Pauline Eveillard, AM’08
Senior Program Associate
World Monuments Fund
New York, NY
 
Beth Gallagher, AM’02
Director of Community Involvement
Aon
Chicago, IL
 
Laura Satersmoen, AM’86
Executive Director
Fisher Art Foundation
San Francisco, CA
 
Christopher Strawbridge, AM’98
Officer, Planning and Evaluation
John Templeton Foundation
Philadelphia, PA
 

How did you find your way to your current job?
 
Pauline Eveillard: After graduating from the Master of Arts Program in the Humanities (MAPH), I met with staff at the World Monuments Fund for an informational interview. They called me back to ask if I would be interested in an entry-level administrative job in the program department, because someone had recently left—and so I applied, got the job, and now I’ve been here four years. What’s great about World Monuments Fund is that everyone kind of comes here by their own path—architecture, art history, engineering, historic preservation—and so there’s an interdisciplinary and collaborative approach to it, which I like. 

 

Beth Gallagher: When I completed MAPH I was pretty clear that I wanted to move into a nonprofit role, so I spent some time on the job trail—about five months—and got to know a number of institutions in Chicago. I think I interviewed at WTTW and the Field Museum and the Newberry Library, looking at development roles, but I ended up in a fantastic role at a social service agency—in an administrative position, which I wanted for the specific purpose of getting a kind of bird’s-eye view into how nonprofits run. I worked with the executive director and board of directors there and then ultimately did some fundraising as well. And through my fundraising work, I found that there’s this wonderful niche role within the corporate community in corporate giving. 
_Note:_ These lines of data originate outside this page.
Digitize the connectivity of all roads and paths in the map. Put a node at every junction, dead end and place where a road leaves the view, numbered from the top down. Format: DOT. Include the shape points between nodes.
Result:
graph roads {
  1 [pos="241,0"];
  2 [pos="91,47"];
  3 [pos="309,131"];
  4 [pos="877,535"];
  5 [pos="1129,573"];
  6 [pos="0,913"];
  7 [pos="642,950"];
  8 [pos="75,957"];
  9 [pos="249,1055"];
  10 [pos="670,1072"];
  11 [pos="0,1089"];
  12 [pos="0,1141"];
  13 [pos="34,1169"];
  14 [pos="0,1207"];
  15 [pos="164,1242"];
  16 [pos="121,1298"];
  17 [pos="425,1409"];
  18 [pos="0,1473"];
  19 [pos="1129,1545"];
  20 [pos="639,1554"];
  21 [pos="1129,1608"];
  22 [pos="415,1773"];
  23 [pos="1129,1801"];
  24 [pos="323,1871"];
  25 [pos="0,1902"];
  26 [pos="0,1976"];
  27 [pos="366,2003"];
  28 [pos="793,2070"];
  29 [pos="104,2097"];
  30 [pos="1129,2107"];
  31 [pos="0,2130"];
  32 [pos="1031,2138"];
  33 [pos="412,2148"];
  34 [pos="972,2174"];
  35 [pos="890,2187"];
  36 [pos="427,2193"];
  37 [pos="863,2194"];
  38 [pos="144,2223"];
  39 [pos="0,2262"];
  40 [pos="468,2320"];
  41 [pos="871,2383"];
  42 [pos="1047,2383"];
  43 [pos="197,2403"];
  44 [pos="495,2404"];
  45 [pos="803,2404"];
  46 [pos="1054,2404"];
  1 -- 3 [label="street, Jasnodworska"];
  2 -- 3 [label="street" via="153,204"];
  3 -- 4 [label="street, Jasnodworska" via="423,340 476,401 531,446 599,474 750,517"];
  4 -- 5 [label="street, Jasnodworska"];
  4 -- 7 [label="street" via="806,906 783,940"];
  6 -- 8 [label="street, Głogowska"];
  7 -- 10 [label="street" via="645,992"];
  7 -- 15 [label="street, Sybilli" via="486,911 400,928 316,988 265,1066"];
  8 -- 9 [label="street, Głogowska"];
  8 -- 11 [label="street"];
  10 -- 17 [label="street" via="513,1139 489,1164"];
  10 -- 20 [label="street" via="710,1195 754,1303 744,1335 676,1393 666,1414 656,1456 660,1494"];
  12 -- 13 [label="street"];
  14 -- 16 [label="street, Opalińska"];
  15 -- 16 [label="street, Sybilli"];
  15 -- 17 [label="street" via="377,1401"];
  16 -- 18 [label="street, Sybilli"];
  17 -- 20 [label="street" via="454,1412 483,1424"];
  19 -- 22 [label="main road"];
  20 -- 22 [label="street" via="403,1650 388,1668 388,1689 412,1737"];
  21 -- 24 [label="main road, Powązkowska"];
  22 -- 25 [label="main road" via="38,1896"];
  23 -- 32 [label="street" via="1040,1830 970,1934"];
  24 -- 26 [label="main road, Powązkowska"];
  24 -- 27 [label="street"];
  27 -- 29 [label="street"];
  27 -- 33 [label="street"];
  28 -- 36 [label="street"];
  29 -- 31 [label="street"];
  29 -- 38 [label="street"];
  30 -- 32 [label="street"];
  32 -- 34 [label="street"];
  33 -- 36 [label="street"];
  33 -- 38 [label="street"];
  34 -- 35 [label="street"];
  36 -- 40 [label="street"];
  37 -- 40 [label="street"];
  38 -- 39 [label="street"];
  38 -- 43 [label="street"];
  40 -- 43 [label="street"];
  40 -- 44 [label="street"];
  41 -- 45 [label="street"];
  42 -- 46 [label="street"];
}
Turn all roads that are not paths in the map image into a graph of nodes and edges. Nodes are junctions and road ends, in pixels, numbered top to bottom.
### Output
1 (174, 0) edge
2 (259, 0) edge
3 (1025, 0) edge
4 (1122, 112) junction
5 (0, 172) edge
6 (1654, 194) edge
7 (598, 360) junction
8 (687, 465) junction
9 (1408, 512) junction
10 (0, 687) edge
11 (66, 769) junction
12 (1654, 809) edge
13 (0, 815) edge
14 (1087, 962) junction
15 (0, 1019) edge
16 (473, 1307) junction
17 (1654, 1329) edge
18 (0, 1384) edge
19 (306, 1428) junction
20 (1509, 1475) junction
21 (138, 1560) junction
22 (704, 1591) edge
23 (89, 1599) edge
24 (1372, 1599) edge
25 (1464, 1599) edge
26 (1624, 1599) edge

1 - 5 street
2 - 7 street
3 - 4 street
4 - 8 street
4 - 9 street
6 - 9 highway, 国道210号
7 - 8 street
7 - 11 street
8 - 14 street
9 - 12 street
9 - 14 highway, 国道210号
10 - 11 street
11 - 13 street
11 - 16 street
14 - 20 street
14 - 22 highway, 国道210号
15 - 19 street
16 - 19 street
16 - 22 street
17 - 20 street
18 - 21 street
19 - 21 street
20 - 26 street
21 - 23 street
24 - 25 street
Laura Satersmoen: I worked at various museums over the years, big and small—including the University of Chicago’s Smart Museum, which is an institution I’m very fond of because they gave me my start along with a lot of training. I also worked at the Art Institute of Chicago as well as for a commercial art dealer in Chicago. Then I moved to San Francisco and worked for a couple of artists, and at an art college in the Bay Area as a curatorial assistant. 

I got the job that I currently have about 17 years ago. When I first started out I was working on a part-time, temporary project. But very soon after, the Fishers asked if I wanted to work for them full-time. So I did, and the rest is history—my job has grown a lot and now I manage everything that has to do with this family’s private art collection.

Christopher Strawbridge: While I was at UChicago, to pay the bills I started working with a consulting firm and ultimately took a permanent position with them after I graduated. Then life intervened, my wife and I moved back to Philadelphia, and I looked around for employment. I’d been working in the nonprofit world before grad school, and the way I look at it is: there are places that need to find money to do what they do, and there are places that give it away. I wasn’t really interested in asking for money, so I wanted to look on the giving side. 

What is the relationship between your academic background and your professional career?

PE: While the subject matter I studied has been beneficial to my profession at World Monuments Fund, MAPH’s emphasis on critical thinking has been even more important.

BG: Smart people are never undervalued—the critical thinking and the communications skills you get in MAPH are always valuable, regardless of your work environment. If anything, I think my degree just demonstrates the caliber of work that I’m able to do—so you don’t need an MBA to be contributing in corporate America. Everybody can serve.

LS: I studied modern art; I did my master’s thesis on Robie House at University of Chicago, Frank Lloyd Wright. The collection I work with now is a little later—more contemporary art, but still close. What I’ve done since I’ve been in an academic environment has just built on that foundation. I’m consistently amazed when I see people working in the field who don’t have some basic understanding of history, for example. I think you need the background in art history, or history, or whatever your foundation works on, in order to do the job well.

CS: An organization as large as Templeton needs to have an office that does planning and evaluation. We want to look at what we're doing and ask, “What does it all mean? Are we getting any place?” We need to carry out our mission, and we need academics to want to work with us and to do the kind of research that helps us get there. To that end, I think it’s helpful if you come from an academic background and can speak to that culture.

What advice would you give other graduates seeking a similar path?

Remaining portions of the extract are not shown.